--- Task input ---
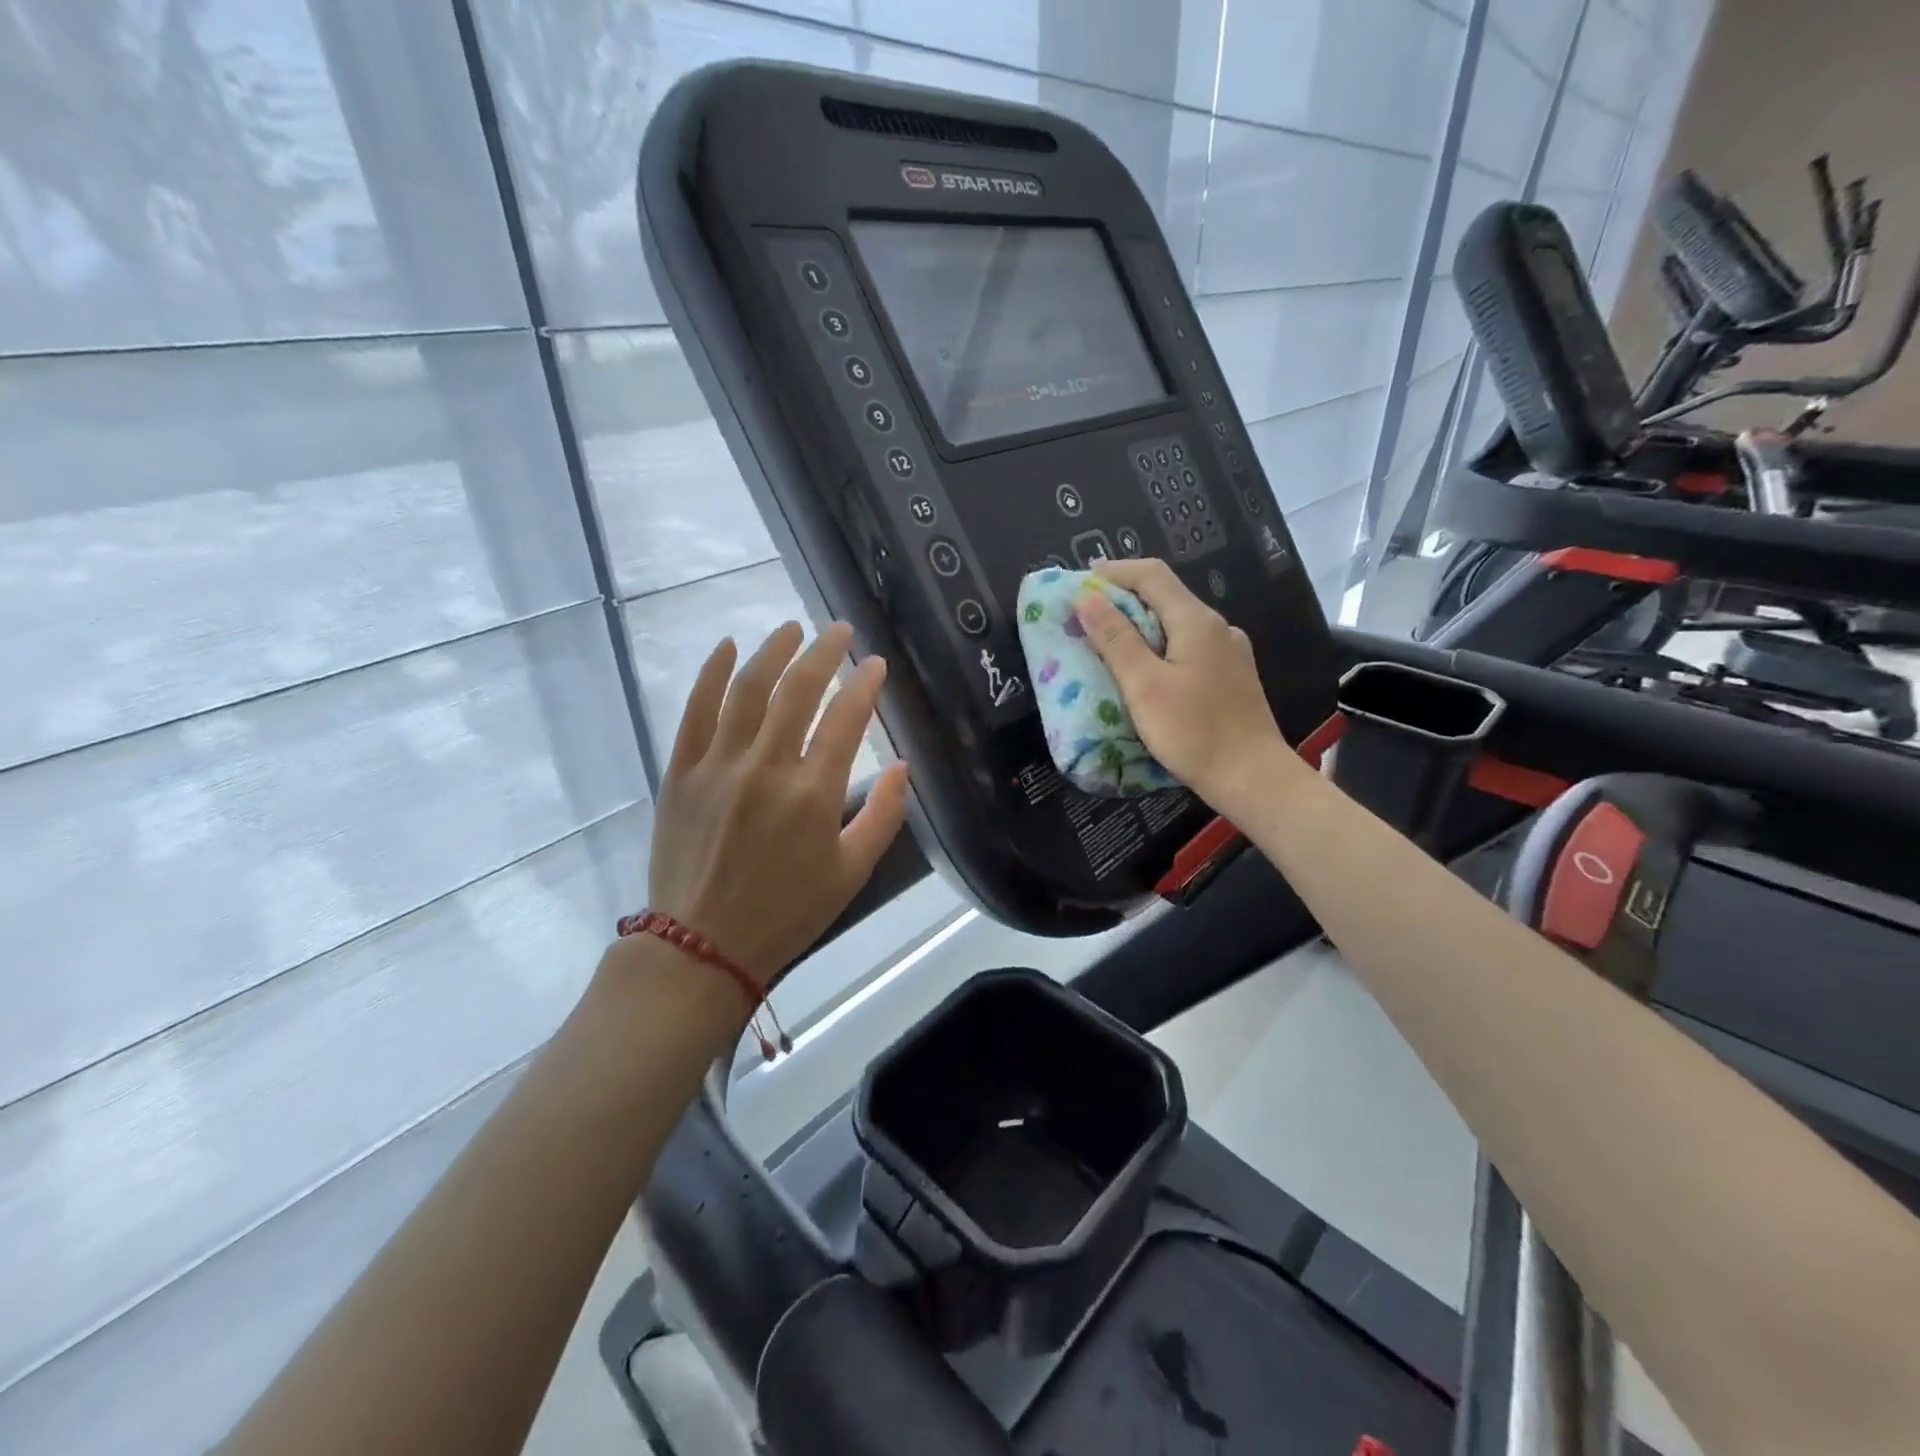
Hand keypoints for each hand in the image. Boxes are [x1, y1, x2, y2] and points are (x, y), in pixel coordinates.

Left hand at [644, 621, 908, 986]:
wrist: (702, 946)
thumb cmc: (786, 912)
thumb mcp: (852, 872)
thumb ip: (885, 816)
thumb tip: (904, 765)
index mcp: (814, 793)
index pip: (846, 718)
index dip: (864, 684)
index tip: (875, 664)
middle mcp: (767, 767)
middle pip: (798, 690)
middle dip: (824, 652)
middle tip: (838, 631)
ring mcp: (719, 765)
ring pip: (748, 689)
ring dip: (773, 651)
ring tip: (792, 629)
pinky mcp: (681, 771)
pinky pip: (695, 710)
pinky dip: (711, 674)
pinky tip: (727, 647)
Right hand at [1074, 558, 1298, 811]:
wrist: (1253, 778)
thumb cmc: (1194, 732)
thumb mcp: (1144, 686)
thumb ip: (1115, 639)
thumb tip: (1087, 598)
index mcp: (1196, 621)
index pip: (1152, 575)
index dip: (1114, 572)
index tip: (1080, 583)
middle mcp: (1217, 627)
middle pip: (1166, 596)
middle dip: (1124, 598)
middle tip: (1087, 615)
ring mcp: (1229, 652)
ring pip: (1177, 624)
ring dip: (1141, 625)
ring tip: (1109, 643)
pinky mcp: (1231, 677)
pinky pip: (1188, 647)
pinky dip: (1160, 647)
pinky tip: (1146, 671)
---
▸ Task description
What you give back should be the lines from the one with "wrist: (1253, 778)" to the end of the data, copied exactly, both ends included.

▸ Solution below
wrist: (1253, 778)
thumb cmc: (1194, 732)
thumb mcp: (1144, 686)
thumb ip: (1115, 639)
thumb tip: (1087, 598)
index mcp: (1196, 621)
index pip: (1152, 575)
index dip: (1114, 572)
index tip: (1080, 583)
middle mcp: (1217, 627)
middle pip: (1166, 596)
middle dip: (1124, 598)
middle tip: (1087, 615)
ring mcp: (1229, 652)
ring pip: (1177, 624)
ring dip: (1141, 625)
ring tip: (1109, 643)
pinky mcp: (1231, 677)
pinky pip: (1188, 647)
pinky dip: (1160, 647)
pinky tip: (1146, 671)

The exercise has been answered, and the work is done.